For a very simple thing, like for example to print each element in a vector, what is the better way to use in C++?
I have been using this:
for (vector<int>::iterator i = values.begin(); i != values.end(); ++i)
before, but in one of the Boost::filesystem examples I have seen this way:
for (vec::const_iterator it(v.begin()), it_end(v.end()); it != it_end; ++it)
For me it looks more complicated and I don't understand why is it better then the one I have been using.
Can you tell me why is this version better? Or it doesn't matter for simple things like printing elements of a vector?
Does i != values.end() make the iterating slower?
Or is it const_iterator vs iterator? Is const_iterator faster in a loop like this?

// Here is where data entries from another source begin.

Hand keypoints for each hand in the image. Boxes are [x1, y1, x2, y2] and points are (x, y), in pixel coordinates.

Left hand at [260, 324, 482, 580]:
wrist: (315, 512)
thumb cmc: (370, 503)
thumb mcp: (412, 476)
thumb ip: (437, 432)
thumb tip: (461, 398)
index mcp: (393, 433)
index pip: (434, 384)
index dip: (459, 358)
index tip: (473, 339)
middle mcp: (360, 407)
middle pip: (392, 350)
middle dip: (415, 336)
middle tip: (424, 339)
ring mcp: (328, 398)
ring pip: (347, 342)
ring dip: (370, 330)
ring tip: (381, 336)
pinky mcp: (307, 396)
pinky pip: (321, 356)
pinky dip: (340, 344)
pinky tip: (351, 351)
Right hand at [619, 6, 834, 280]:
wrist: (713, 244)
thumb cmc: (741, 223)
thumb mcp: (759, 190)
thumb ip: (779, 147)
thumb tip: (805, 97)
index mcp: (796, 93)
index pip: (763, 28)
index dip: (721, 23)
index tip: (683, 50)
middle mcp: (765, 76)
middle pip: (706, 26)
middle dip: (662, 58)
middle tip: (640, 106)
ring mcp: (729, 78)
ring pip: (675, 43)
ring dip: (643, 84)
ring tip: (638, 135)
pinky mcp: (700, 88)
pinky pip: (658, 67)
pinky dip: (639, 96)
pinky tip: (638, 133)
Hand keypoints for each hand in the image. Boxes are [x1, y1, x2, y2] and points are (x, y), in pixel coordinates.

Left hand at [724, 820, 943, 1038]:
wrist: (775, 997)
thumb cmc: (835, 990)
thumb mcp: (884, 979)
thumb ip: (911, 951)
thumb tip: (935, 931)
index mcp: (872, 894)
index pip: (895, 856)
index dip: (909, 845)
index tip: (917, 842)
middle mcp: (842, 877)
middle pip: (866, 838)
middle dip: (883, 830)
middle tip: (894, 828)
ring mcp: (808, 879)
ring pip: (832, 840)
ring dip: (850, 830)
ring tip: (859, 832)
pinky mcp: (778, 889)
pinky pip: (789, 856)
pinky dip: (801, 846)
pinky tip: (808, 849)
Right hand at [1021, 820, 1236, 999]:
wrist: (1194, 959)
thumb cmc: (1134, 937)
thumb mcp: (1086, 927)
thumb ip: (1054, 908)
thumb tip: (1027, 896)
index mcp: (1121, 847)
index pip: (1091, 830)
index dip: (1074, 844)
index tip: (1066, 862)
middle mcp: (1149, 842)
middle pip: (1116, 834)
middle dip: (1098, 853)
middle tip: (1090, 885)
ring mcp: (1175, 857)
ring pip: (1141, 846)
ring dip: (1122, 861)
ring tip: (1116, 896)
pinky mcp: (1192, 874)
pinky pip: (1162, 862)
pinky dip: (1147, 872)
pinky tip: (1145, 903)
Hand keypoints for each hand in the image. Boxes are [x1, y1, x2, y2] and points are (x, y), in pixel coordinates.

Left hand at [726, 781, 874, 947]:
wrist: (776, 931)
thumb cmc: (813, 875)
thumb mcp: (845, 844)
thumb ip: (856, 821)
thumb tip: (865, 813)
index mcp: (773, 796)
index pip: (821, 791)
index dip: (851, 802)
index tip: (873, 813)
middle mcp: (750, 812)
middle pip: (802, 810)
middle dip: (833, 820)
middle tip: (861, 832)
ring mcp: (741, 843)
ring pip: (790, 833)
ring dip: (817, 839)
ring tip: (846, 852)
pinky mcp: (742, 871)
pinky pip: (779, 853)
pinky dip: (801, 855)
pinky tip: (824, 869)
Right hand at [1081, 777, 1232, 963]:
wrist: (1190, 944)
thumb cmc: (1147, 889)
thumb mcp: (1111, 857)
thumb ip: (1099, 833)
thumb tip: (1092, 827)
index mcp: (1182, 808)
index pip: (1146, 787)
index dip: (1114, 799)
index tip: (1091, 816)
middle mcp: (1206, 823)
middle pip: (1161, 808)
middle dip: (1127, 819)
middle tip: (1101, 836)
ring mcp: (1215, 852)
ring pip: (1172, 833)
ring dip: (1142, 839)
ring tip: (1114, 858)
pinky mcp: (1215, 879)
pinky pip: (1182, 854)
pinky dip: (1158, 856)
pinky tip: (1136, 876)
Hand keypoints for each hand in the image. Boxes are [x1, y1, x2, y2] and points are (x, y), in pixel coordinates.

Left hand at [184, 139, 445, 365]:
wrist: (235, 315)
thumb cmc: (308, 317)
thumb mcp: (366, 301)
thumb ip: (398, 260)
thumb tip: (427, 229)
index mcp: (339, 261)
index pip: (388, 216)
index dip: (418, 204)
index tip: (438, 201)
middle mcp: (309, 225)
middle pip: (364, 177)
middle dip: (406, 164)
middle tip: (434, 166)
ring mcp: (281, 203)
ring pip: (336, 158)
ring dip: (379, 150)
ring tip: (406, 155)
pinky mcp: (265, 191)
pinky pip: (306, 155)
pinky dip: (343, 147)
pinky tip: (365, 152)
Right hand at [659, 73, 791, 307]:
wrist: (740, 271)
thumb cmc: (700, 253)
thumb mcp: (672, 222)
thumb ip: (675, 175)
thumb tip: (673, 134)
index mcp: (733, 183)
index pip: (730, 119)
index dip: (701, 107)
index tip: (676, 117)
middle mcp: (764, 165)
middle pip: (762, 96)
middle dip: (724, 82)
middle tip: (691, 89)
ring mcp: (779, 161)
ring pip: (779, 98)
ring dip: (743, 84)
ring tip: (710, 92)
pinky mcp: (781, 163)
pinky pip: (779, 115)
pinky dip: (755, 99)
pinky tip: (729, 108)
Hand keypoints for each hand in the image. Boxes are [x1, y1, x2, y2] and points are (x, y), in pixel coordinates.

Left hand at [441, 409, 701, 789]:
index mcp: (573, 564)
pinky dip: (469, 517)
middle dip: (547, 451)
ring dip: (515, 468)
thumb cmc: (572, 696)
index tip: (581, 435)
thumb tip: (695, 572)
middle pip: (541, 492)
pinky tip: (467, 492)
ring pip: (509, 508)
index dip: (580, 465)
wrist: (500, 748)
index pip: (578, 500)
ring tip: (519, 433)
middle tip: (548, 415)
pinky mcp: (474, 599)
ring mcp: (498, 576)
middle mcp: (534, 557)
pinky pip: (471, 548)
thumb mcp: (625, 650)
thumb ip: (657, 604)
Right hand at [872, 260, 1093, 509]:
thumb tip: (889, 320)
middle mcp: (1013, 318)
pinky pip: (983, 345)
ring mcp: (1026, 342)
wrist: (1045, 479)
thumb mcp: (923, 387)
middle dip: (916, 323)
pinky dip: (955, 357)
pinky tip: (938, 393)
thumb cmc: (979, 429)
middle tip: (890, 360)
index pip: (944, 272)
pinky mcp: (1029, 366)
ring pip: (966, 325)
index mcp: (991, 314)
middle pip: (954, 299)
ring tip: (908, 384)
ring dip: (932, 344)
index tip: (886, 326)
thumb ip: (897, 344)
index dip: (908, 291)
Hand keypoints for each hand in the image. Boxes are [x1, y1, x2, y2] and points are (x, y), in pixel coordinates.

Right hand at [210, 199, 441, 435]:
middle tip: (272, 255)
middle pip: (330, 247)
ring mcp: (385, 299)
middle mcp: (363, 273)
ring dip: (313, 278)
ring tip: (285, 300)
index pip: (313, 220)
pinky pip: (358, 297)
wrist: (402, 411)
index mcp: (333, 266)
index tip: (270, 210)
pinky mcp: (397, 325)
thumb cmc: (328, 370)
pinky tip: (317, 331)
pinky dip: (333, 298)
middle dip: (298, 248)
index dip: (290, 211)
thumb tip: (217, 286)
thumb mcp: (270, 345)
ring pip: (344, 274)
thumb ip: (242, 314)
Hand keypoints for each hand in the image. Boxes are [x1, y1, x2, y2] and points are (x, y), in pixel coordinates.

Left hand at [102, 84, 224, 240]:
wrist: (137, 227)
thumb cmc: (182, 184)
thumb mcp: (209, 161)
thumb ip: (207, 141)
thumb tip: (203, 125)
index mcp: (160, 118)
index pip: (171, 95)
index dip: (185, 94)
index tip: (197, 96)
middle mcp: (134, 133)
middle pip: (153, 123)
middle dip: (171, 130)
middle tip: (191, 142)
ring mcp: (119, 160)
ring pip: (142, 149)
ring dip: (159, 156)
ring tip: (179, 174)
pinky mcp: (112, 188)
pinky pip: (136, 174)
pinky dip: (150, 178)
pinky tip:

Foo x = y; and Foo x(y); are equivalent, so use whichever you prefer.
Hoisting the end out of the loop may or may not be something the compiler would do anyway, in any event, it makes it explicit that the container end isn't changing.
Use const-iterators if you aren't going to modify the elements, because that's what they mean.
for (MyVec::const_iterator it = v.begin(), end = v.end(); it != end; ++it)
{
/* ... */
}
In C++0x, use auto+cbegin():
for (auto it = v.cbegin(), end = v.cend(); it != end; ++it)
(Perhaps you'd like to use a ready-made container pretty-printer?)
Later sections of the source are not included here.